> [WHAT NEEDS TO BE DONE] Return every line of the data that contains the string "Balsam".

> [Saved entries]
□ □ □ □ □ □ □

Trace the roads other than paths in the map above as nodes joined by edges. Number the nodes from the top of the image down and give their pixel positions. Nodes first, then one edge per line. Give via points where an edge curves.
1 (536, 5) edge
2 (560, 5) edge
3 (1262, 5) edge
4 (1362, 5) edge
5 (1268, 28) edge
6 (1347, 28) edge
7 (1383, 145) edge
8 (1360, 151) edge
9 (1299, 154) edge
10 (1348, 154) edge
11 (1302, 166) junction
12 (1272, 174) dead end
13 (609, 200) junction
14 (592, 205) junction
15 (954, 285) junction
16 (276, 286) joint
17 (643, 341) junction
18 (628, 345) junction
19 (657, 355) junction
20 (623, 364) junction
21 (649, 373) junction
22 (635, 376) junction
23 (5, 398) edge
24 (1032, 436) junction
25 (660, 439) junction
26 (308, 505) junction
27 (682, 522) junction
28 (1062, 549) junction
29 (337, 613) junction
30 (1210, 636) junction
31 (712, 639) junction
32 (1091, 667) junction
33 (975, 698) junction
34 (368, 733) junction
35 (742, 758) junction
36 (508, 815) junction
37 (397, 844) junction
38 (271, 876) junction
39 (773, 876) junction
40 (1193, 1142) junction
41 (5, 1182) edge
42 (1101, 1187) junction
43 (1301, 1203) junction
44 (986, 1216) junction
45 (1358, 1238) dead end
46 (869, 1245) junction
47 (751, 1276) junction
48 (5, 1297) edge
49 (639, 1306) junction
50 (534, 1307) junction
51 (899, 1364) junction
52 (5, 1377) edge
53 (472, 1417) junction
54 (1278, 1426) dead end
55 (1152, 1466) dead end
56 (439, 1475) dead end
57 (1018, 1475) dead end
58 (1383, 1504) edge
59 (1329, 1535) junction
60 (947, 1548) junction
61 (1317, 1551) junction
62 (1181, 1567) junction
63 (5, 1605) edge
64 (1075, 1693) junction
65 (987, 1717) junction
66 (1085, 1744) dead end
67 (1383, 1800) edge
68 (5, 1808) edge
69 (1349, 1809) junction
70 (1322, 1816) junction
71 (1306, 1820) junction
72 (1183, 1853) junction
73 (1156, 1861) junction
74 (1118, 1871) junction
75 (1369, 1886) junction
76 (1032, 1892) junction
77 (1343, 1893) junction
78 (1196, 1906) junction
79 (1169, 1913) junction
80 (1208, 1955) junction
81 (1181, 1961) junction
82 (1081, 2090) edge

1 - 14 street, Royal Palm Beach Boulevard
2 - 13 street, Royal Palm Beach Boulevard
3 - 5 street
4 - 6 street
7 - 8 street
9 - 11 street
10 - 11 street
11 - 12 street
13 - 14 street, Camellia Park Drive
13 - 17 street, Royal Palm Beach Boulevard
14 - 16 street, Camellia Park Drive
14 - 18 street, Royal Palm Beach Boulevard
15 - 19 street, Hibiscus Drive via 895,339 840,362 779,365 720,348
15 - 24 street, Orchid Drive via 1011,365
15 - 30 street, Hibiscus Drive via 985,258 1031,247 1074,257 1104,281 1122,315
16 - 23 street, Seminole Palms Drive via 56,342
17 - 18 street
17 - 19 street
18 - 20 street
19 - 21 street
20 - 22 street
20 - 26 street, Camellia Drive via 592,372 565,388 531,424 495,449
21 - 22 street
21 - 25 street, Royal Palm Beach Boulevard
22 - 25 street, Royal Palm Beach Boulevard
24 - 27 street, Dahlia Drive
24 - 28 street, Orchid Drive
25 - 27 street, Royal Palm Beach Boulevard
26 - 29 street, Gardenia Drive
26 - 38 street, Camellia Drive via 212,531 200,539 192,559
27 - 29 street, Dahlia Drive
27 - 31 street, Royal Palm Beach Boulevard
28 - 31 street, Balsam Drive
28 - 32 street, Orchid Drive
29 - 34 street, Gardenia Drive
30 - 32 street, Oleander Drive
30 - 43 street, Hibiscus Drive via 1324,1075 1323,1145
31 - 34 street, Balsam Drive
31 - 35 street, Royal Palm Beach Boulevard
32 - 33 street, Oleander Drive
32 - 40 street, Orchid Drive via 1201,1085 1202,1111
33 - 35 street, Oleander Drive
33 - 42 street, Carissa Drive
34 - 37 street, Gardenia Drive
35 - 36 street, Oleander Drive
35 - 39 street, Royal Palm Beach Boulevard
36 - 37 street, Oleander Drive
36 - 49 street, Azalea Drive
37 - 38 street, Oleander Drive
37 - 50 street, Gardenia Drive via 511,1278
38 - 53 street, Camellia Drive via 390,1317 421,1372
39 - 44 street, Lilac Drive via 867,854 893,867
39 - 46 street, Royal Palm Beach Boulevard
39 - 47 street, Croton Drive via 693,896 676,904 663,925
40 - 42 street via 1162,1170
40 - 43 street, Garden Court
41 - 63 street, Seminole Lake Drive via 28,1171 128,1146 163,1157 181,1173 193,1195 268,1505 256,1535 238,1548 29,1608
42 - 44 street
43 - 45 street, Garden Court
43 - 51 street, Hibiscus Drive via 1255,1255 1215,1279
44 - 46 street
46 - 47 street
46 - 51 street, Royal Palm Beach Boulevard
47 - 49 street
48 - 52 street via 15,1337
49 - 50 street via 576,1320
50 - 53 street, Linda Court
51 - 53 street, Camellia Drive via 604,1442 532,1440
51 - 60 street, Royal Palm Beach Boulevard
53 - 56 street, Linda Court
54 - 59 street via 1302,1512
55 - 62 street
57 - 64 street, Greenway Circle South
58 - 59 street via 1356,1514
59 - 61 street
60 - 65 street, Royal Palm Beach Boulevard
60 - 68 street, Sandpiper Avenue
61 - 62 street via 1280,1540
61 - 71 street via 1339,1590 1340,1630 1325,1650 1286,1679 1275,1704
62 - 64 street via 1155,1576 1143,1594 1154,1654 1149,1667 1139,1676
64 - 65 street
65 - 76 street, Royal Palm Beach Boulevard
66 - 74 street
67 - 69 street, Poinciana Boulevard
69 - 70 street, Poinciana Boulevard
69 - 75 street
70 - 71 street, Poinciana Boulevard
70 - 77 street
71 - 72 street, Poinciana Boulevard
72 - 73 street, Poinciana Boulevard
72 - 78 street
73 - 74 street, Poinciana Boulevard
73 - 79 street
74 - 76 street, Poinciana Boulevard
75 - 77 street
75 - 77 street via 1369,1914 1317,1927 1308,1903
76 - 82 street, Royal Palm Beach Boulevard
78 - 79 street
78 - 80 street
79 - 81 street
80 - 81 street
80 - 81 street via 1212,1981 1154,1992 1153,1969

□ □ □ □ □ □ □

> [YOUR RESPONSE]
28 - 31 street, Balsam Drive
31 - 34 street, Balsam Drive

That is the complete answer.